As poucas vezes que saía de casa, ia sempre para um parque perto de uma faculdade. Era um lugar  calmo, aonde as pessoas iam para exercer a liberdade que não teriam em nenhum outro lugar. Apesar de ser bastante acomodado com sua vida, possuía vontade de experimentar algo novo, pois sentia falta de uma inspiração para povoar seus pensamentos quando quisesse sonhar.

Começou a frequentar o refeitório de um abrigo nos arredores da região durante o horário do almoço. Era quase vazio, só iam alguns idosos que moravam perto. Todo dia, ele se oferecia para almoçar com algum deles e pedia que falassem a respeito de seus problemas. O resultado dessa experiência foi curioso. Em quase todas as conversas, os relatos terminavam em arrependimentos gerados por escolhas erradas e aparente vontade de chorar.

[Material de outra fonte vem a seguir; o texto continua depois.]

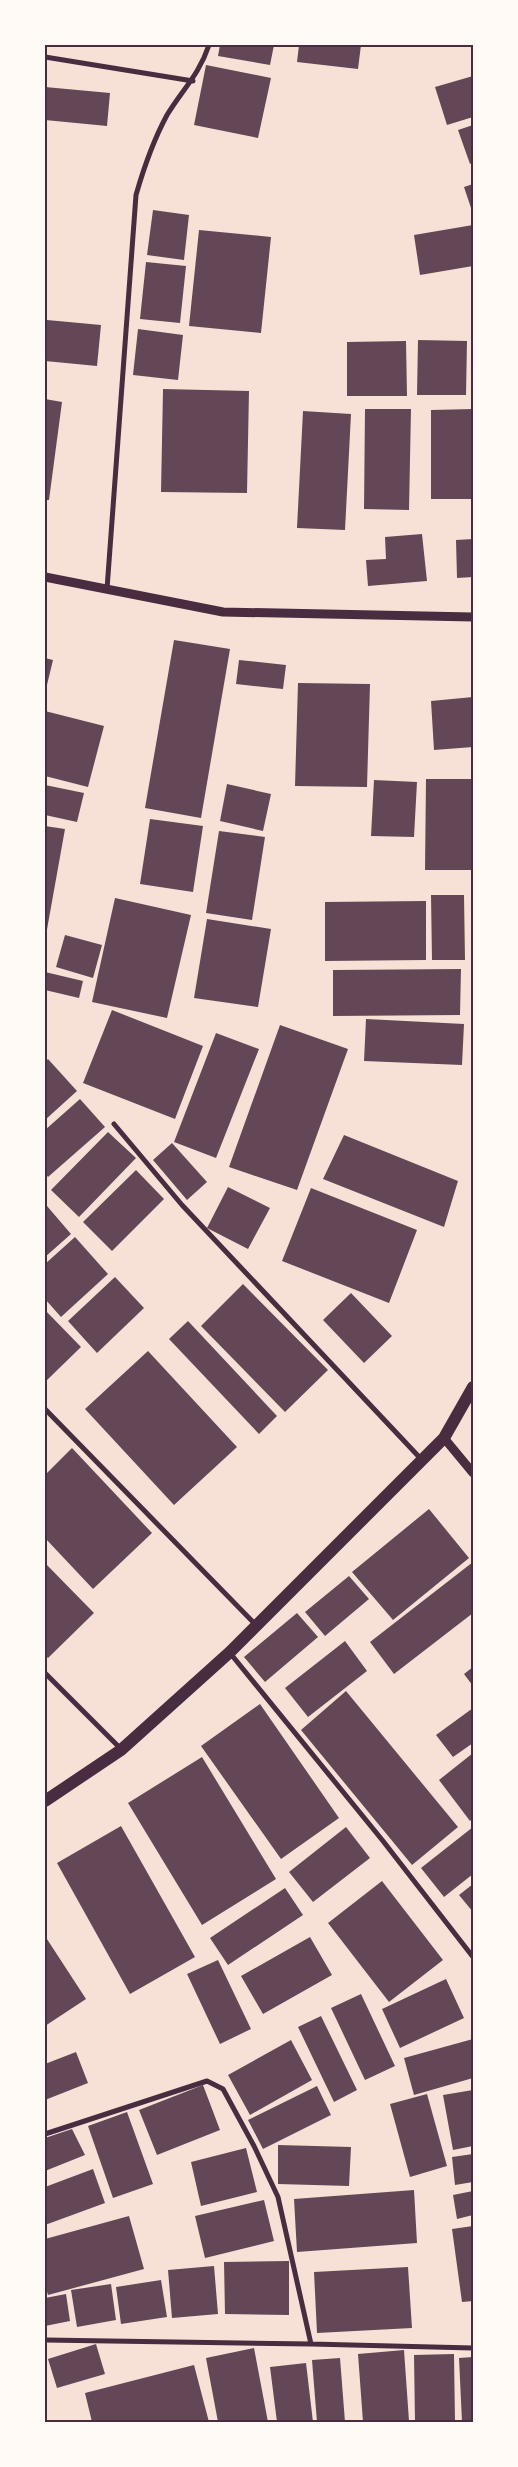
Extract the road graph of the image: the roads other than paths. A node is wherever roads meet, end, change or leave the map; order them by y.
1 (209, 45) edge
2 (45, 57) edge
3 (193, 81) junction
4 (45, 577) edge
5 (106, 590) junction
6 (473, 617) edge
7 (114, 1124) dead end
8 (473, 1387) edge
9 (45, 1409) edge
10 (444, 1438) junction
11 (422, 1460) junction
12 (473, 1473) edge
13 (257, 1626) junction
14 (230, 1652) junction
15 (45, 1673) edge
16 (121, 1750) junction
17 (45, 1801) edge
18 (473, 1957) edge
19 (45, 2134) edge
20 (45, 2340) edge
21 (311, 2344) junction
22 (473, 2348) edge

1 - 3 street
2 - 3 street
3 - 5 street
4 - 5 street
5 - 6 street
7 - 11 street
8 - 10 main road
9 - 13 street
10 - 11 main road
10 - 12 street
11 - 13 main road
13 - 14 main road
14 - 16 main road
14 - 18 street
15 - 16 street
16 - 17 main road
19 - 21 street
20 - 21 street
21 - 22 street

As reações o chamaram tanta atenção que ele anotou tudo num caderno. Ficou uns dias isolado do mundo e procurou fazer uma análise de cada resposta. Escreveu algumas páginas de observações e viu que boa parte das coisas mencionadas se encaixavam na sua realidade. Constatou que todo mundo passa por dias difíceis, vive momentos ruins e crises existencialistas. E que todas as escolhas têm uma margem de erro grande, que  a angústia causada por decisões erradas é irreversível quando se acumula ano após ano.

Zeca Lemos






segunda-feira, 23 de novembro de 2015

Olhos inchados


Comecei essa trama com uma visão confusa. Sempre gostei de fazer as coisas se tornarem belas, fazendo meu olhar espelhar algo que fascine. Como num filme, as cenas não são mentalmente reproduzidas, mas analisadas e interpretadas.

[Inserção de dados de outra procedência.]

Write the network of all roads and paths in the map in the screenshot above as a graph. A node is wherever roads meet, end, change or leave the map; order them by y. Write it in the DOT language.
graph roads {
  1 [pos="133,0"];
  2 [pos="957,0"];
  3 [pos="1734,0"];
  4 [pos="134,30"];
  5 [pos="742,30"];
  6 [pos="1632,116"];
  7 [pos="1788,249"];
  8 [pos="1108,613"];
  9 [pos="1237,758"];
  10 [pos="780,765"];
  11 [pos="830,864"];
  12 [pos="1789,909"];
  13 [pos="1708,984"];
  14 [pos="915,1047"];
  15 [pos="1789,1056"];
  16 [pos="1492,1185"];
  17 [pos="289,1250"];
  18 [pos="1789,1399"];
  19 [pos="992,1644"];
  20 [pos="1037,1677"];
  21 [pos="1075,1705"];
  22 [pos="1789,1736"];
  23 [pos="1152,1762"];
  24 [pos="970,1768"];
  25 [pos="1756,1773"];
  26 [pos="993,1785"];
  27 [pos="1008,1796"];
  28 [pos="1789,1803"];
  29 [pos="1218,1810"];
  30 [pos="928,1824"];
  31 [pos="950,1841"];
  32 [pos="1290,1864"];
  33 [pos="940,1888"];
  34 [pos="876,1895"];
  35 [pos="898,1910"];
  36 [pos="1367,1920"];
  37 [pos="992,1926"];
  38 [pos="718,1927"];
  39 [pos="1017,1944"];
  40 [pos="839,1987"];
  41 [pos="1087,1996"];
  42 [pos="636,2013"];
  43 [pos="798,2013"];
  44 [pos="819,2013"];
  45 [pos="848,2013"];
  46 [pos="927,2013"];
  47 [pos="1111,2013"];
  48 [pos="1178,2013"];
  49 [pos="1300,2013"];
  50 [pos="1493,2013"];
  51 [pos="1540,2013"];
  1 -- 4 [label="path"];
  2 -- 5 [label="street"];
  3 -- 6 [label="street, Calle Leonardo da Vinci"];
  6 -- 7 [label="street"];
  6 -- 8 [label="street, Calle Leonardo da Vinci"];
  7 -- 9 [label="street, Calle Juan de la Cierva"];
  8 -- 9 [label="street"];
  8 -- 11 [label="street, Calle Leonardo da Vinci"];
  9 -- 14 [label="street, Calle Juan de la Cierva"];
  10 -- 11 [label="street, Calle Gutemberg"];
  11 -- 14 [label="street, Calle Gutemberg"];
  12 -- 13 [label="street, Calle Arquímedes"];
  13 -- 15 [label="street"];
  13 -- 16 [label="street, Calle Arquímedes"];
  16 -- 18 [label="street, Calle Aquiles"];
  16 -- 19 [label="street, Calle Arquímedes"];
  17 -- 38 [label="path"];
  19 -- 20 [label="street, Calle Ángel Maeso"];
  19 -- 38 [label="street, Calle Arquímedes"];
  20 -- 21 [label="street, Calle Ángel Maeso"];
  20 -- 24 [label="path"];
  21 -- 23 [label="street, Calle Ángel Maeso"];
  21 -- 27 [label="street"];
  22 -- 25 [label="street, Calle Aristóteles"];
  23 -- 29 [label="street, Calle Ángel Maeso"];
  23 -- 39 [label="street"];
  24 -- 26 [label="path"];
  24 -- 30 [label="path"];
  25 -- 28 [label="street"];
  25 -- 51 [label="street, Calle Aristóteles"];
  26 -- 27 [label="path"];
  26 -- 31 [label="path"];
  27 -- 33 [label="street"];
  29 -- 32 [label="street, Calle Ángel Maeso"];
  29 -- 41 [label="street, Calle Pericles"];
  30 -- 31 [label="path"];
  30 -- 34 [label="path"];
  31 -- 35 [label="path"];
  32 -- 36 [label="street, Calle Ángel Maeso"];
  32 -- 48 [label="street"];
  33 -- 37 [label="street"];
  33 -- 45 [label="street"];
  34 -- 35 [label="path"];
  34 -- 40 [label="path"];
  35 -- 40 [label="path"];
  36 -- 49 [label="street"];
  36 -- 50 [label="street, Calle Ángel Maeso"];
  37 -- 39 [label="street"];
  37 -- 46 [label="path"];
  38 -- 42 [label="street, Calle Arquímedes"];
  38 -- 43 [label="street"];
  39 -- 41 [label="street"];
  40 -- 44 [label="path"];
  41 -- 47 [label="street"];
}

Tudo iniciou quando voltei ao lugar em que tinha crescido, depois de passar alguns anos fora. Reencontrei alguns amigos numa avenida movimentada da cidade, estava bem frio para o clima a que estava adaptado, mas me senti bem. Passamos por ruas familiares e senti como se nunca estivesse estado ali. Era como se eu estivesse reescrevendo a minha história nos bares por meio de singularidades e alguns goles de cerveja. Recordava-me de alguns desejos antecipados naquela região, mas era algo muito vago.

Quando eu estava voltando para a casa dos meus pais, vi um rosto conhecido de longe. Parecia uma menina com quem estudei na faculdade. O pouco que eu dela recordava não era bom, mas senti que deveria iniciar alguma conversa. Atravessei a rua e fui caminhando até onde ela estava, numa livraria bem típica do bairro em que morava. Estava com algumas amigas, pareciam estar conversando sobre coisas pouco importantes.

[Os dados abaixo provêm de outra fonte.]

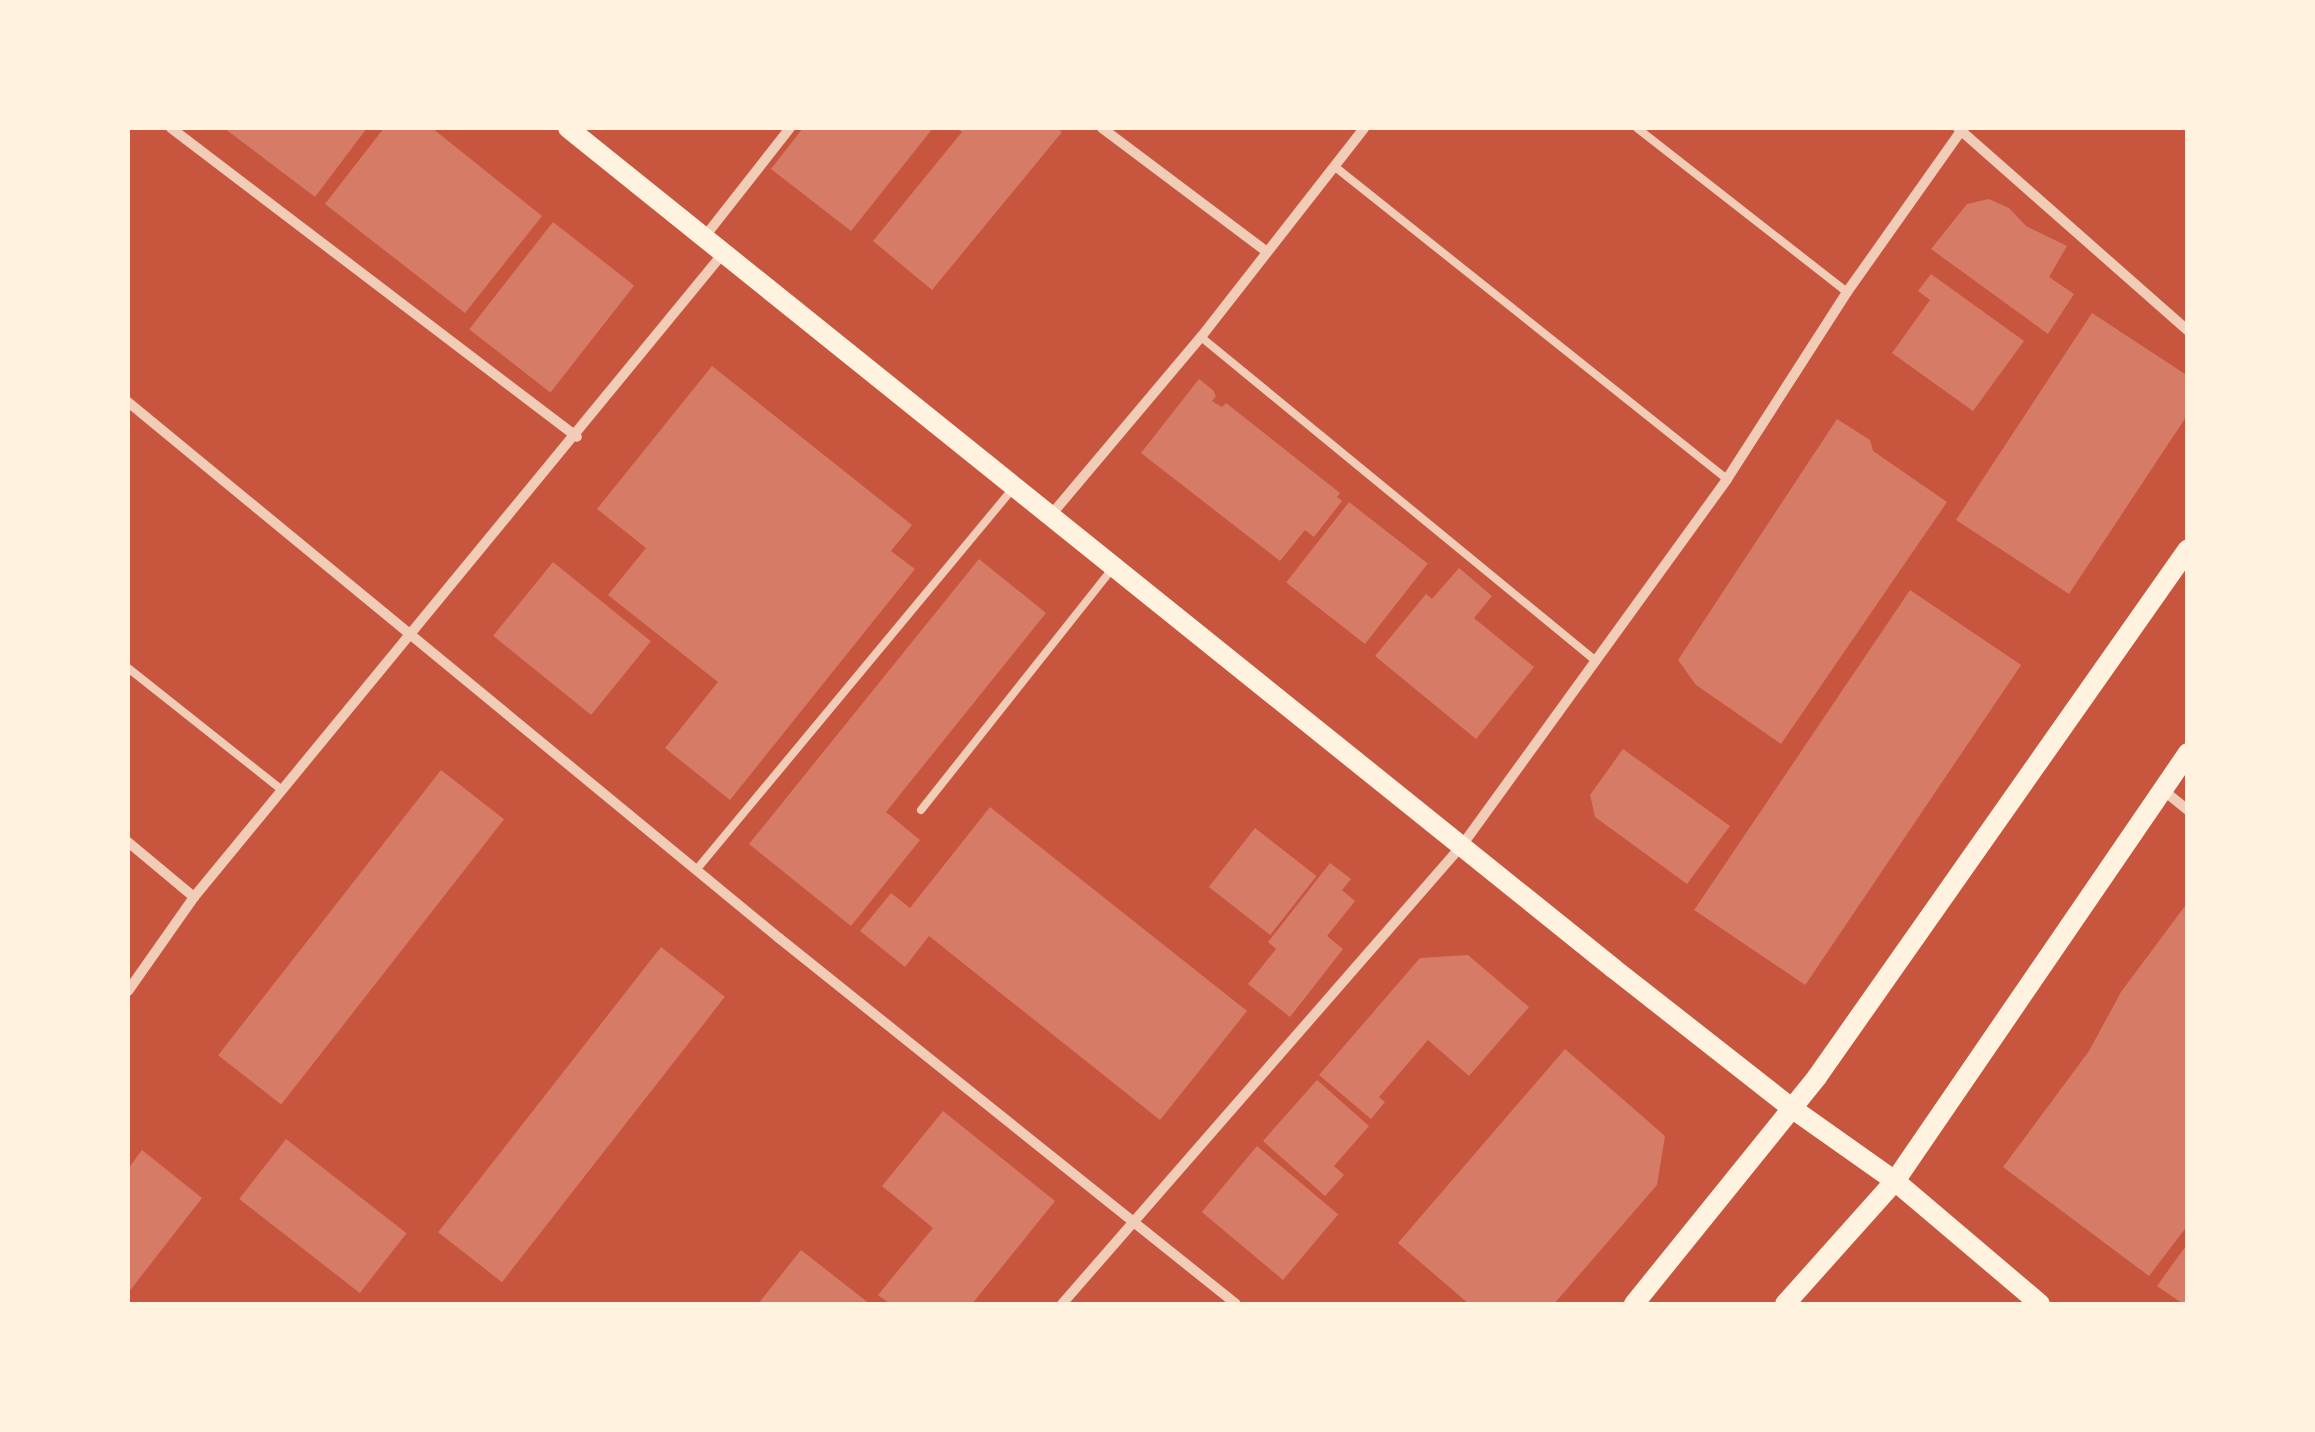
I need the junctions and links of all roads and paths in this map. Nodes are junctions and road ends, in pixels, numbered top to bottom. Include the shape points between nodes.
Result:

Mostrava-se um tanto prepotente, mas com boa expressão no olhar. Acenei para ela a alguns metros de distância, ela pareceu não entender o que fiz, mas foi até mim. Vista de perto, era bem mais despojada, tinha um visual quase gótico. Perguntei se ela se lembrava de mim e como estava levando a vida nesses tempos. As respostas foram arrogantes. Entretanto, não parecia petulância, mas algum tipo de mágoa.

Acendeu um cigarro e começou a fumar na minha frente, Fazia isso de uma forma inacreditável, parecia que a fumaça vinha do corpo dela. Fiquei bastante incomodado com a situação e tentei retirar-me timidamente. Ela berrou e me puxou, ficou frenética e jogou seu bafo para cima de mim. Ela não parecia estar bem, então tentei ser compreensivo. Proferiu algumas frases vazias, que me chamaram a atenção. Levou-me para um canto isolado e começou a cantar uma música muito famosa na época. Era uma canção do Bob Dylan. A letra era bem extensa, mas ela priorizava apenas o refrão.

Não sei como, mas ela me levou a um bar nas proximidades e ficou embriagada. Caiu nos meus braços e fez alguns comentários sobre como minha barba era atraente. De fato, eu não estava entendendo nada, não tinha ideia do que ela pensava de mim naquele momento. Desmaiou e fiquei sem saber o que fazer. Não sabia onde ela morava, com quem vivia, nem mesmo seu nome. Levei-a para a casa dos meus pais por compaixão e esperei o que aconteceria ao amanhecer. Quando ela acordou, seus olhos estavam vermelhos, como se estivesse sob efeito de alguma droga. Foi uma cena de teatro: levantou da cama, derrubou-me e deu-me seguidos beijos até ir embora.

Nunca entendi o que tinha acontecido naquela noite, e acho que esse esclarecimento não é necessário. Aonde eu vou, vivo alguma loucura, e sempre me vem alguma ideia confusa, alguma coisa incompleta. Acredito que nunca irei cansar-me de colecionar esses acontecimentos para gritá-los quando a noite ficar tediosa.